Not only is HGH the most powerful stimulator of muscle growth in the body, it also provides you with
the added benefit of helping the body burn fat. By supplementing your diet with a high quality pure form pharmaceutical grade
L-Glutamine and the addition of
Whey Isolate Protein Powder, you can offset
the effects of growth hormone production decrease and see gains
in muscle mass and tone.
Increase in body fluid acidity
As we age our blood and other fluids become increasingly more acidic,
our bodies do a fairly
good job of compromising
and maintaining a relatively good Ph level. But for those of us
who
exercise, the acidic state that follows exercise really
increases the loss of nitrogen and calcium.
The body will then
take calcium from the bones and nitrogen from the muscles to regulate Ph
levels.
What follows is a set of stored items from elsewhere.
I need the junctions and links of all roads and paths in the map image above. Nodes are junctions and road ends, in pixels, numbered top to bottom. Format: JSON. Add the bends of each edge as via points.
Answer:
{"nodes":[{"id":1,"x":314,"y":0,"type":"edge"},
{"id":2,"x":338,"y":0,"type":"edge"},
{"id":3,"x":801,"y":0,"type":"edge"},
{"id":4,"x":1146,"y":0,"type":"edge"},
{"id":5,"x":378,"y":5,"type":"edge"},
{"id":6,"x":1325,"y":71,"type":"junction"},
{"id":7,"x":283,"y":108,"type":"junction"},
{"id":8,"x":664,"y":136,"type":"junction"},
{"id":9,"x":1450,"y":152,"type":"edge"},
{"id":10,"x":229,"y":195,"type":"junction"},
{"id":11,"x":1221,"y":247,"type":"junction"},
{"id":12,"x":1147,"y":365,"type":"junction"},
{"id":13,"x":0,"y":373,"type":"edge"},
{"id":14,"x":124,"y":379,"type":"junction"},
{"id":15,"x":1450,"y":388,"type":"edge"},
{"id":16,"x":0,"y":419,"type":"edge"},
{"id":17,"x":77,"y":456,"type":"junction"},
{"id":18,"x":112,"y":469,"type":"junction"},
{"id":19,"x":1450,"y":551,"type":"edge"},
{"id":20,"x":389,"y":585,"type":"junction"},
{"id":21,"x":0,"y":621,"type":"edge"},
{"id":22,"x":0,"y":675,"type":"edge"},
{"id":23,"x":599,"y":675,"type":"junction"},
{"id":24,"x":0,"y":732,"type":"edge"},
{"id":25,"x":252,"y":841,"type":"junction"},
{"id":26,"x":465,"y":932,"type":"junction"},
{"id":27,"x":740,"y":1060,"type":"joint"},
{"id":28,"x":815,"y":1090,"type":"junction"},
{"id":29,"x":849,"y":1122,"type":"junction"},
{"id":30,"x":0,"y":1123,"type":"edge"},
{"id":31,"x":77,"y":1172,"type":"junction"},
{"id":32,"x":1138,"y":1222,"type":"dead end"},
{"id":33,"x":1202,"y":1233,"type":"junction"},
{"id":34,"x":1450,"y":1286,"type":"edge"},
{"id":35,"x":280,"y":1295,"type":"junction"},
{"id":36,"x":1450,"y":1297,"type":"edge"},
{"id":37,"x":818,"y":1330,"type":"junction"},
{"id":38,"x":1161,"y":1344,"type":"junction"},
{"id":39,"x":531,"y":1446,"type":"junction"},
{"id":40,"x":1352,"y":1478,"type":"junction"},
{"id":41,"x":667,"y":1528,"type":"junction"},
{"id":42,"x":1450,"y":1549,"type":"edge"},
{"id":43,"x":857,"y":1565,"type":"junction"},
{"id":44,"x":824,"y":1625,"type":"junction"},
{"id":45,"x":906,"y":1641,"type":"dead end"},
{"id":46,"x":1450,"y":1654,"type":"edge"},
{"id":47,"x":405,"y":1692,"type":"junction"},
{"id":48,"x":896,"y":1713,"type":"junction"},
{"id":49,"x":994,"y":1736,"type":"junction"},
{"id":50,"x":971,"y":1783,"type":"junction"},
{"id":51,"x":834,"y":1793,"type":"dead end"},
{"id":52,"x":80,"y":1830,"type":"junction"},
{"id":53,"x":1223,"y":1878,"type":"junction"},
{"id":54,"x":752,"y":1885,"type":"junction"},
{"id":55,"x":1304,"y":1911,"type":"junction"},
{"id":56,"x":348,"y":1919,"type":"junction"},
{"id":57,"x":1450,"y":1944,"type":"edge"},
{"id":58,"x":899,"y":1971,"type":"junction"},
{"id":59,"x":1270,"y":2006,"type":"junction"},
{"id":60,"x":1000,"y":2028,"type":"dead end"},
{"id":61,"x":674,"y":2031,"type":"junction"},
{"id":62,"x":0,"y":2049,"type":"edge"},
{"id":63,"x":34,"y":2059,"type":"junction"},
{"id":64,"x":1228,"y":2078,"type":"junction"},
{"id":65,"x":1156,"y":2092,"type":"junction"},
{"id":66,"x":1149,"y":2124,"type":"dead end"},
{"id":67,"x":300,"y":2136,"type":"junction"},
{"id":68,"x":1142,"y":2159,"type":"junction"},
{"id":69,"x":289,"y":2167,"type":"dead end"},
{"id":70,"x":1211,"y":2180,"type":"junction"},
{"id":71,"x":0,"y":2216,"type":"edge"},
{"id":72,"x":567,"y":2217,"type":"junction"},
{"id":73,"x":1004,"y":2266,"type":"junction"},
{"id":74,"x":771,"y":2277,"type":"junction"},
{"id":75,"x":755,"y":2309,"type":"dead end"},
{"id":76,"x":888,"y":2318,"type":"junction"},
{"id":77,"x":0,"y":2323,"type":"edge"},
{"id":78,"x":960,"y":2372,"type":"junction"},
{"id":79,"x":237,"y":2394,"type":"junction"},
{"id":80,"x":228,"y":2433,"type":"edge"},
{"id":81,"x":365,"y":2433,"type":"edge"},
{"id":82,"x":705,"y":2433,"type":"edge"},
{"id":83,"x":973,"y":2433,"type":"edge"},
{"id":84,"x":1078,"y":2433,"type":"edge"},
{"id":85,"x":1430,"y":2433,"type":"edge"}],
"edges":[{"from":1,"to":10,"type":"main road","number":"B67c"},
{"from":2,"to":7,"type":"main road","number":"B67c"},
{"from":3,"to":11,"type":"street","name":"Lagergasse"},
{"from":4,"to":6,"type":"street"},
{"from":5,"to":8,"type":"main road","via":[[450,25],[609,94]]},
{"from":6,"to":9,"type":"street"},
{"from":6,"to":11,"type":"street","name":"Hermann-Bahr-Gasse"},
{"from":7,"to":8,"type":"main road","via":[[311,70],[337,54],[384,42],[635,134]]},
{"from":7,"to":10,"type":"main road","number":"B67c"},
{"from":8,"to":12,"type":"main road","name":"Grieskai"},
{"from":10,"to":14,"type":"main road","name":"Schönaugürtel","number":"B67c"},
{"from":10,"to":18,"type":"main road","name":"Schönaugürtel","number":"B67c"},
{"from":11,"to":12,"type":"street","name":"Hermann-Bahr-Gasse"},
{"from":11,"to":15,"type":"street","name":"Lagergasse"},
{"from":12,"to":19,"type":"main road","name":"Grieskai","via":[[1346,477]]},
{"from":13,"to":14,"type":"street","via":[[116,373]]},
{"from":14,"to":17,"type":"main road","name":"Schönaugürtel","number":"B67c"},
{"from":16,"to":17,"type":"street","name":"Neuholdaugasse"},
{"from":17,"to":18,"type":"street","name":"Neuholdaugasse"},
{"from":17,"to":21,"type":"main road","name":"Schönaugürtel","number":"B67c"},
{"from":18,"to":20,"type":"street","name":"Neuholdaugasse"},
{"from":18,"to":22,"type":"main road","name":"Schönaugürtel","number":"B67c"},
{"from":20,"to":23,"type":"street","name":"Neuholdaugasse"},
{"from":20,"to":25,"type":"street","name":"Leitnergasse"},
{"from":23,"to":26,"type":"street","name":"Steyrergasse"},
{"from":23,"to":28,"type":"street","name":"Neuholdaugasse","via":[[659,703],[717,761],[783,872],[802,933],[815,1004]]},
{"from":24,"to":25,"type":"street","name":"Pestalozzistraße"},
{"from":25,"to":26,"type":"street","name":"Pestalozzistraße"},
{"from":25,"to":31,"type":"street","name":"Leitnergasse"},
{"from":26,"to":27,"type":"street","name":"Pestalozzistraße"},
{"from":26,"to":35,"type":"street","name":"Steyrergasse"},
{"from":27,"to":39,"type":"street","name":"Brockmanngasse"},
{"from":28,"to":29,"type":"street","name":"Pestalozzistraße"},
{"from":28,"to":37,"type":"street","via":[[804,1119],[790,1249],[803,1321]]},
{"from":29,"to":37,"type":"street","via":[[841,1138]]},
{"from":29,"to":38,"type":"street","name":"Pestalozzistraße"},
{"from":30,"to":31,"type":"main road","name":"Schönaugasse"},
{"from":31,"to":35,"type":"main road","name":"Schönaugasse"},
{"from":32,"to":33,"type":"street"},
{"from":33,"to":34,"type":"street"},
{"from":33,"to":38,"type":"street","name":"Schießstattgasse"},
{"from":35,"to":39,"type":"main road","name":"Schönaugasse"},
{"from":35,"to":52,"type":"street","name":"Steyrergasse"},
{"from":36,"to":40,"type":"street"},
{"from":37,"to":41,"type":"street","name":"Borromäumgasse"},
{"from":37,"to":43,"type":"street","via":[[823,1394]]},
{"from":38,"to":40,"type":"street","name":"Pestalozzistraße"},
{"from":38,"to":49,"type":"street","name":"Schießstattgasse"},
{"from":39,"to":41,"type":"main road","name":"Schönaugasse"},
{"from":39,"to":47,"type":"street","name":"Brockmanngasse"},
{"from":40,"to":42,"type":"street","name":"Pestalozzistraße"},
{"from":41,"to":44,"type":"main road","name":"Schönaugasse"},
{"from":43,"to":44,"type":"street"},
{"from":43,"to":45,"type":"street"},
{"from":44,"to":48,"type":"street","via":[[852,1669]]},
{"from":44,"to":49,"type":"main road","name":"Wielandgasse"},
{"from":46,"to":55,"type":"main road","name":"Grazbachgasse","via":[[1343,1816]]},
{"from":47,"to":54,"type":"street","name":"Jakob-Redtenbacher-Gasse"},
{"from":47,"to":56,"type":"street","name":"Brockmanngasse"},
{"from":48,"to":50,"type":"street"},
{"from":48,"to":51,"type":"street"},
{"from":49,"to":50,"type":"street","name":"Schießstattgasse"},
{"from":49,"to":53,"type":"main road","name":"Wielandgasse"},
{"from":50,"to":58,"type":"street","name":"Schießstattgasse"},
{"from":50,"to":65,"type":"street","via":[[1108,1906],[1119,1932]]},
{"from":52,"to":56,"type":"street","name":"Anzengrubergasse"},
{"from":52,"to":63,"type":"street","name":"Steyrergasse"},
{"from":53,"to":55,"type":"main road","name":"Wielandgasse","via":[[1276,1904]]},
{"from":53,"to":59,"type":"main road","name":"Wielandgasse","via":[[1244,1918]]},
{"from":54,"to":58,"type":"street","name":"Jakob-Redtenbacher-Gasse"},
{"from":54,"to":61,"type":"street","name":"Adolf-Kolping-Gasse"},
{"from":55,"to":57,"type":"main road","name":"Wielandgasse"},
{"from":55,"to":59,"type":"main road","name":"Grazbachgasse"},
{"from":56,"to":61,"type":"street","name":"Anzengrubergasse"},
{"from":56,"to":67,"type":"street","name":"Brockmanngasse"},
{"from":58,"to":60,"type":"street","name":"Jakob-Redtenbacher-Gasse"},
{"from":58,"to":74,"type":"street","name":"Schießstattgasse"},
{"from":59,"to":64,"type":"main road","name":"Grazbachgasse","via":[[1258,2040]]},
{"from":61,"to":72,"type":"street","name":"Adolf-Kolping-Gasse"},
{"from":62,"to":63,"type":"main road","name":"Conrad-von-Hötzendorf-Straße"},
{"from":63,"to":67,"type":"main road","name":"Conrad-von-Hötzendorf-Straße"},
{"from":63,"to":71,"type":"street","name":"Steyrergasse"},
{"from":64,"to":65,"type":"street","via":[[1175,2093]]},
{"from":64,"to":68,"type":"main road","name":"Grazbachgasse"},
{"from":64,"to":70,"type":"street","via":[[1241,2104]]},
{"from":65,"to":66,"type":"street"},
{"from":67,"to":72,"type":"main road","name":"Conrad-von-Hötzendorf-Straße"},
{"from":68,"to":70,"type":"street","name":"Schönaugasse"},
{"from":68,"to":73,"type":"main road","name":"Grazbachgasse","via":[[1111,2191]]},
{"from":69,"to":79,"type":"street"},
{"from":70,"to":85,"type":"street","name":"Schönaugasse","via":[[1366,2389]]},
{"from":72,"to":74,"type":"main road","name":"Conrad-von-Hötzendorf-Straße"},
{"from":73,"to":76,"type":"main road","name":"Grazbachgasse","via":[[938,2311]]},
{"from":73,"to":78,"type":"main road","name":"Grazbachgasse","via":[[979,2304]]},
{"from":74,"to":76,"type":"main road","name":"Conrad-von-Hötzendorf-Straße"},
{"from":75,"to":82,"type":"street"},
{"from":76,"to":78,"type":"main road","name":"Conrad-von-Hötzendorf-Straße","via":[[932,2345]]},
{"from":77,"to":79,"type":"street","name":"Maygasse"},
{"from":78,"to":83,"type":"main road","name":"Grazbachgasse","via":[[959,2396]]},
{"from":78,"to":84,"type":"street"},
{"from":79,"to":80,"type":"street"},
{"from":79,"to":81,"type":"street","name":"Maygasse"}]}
While this does balance the bodies fluids, it deprives the
muscles of valuable structural
resources to repair the muscle damage
caused by exercising. Over time your bones also suffer
from lack
of calcium. Research has shown by consuming a specifically
formulated recovery drink
containing all the essential
and non-essential amino acids and a small amount of a nitrogen rich
food such as raisons or spinach within 30 minutes
of exercise can have
dramatic results.
Shrinking and
decrease in elasticity of ligaments and tendons
Another inevitable part of aging, but this one is completely and easily
preventable. Stretching
is a very important part of keeping your performance up as well as preventing injury. When
and how you stretch are crucial. Never stretch when your muscles are
cold. Warm up at least
10 minutes before stretching. More on
stretching in
the Training section.
Decrease in muscle mass and tone
This natural part of the aging process really plays a large part in
decreased performance. While you will never be able
to build muscle like you could in your twenties you can still maintain a
good muscle mass, tone and have just about
as much strength. In order to accomplish this you must incorporate resistance
training into your training plan and supplement
your diet with a pure form branched chain amino
acid like out
L-Glutamine and high
quality pure protein like our pharmaceutical grade
Whey Isolate Protein. As
important
as the supplements are the times you take them in relationship to your
workouts. More on this in the
Nutrition section.
Weakening of
the immune system
As an athlete your immune system is put under allot of stress from all
the exercise. As you age
your already weakened
immune system becomes even weaker. A healthy diet of fruit and
vegetables will help, but in the real world it is not
easy to eat enough of them to give your immune
system the boost it really
needs. Supplementing your diet with high
grade vitamins
A, B, C, D and E
will
really help your immune system become strong once again. Not only
must
the vitamins be
of a high quality and fresh to get he benefits but they
must be taken with food in your stomach or
all you end up with is a high quality vitamin urine.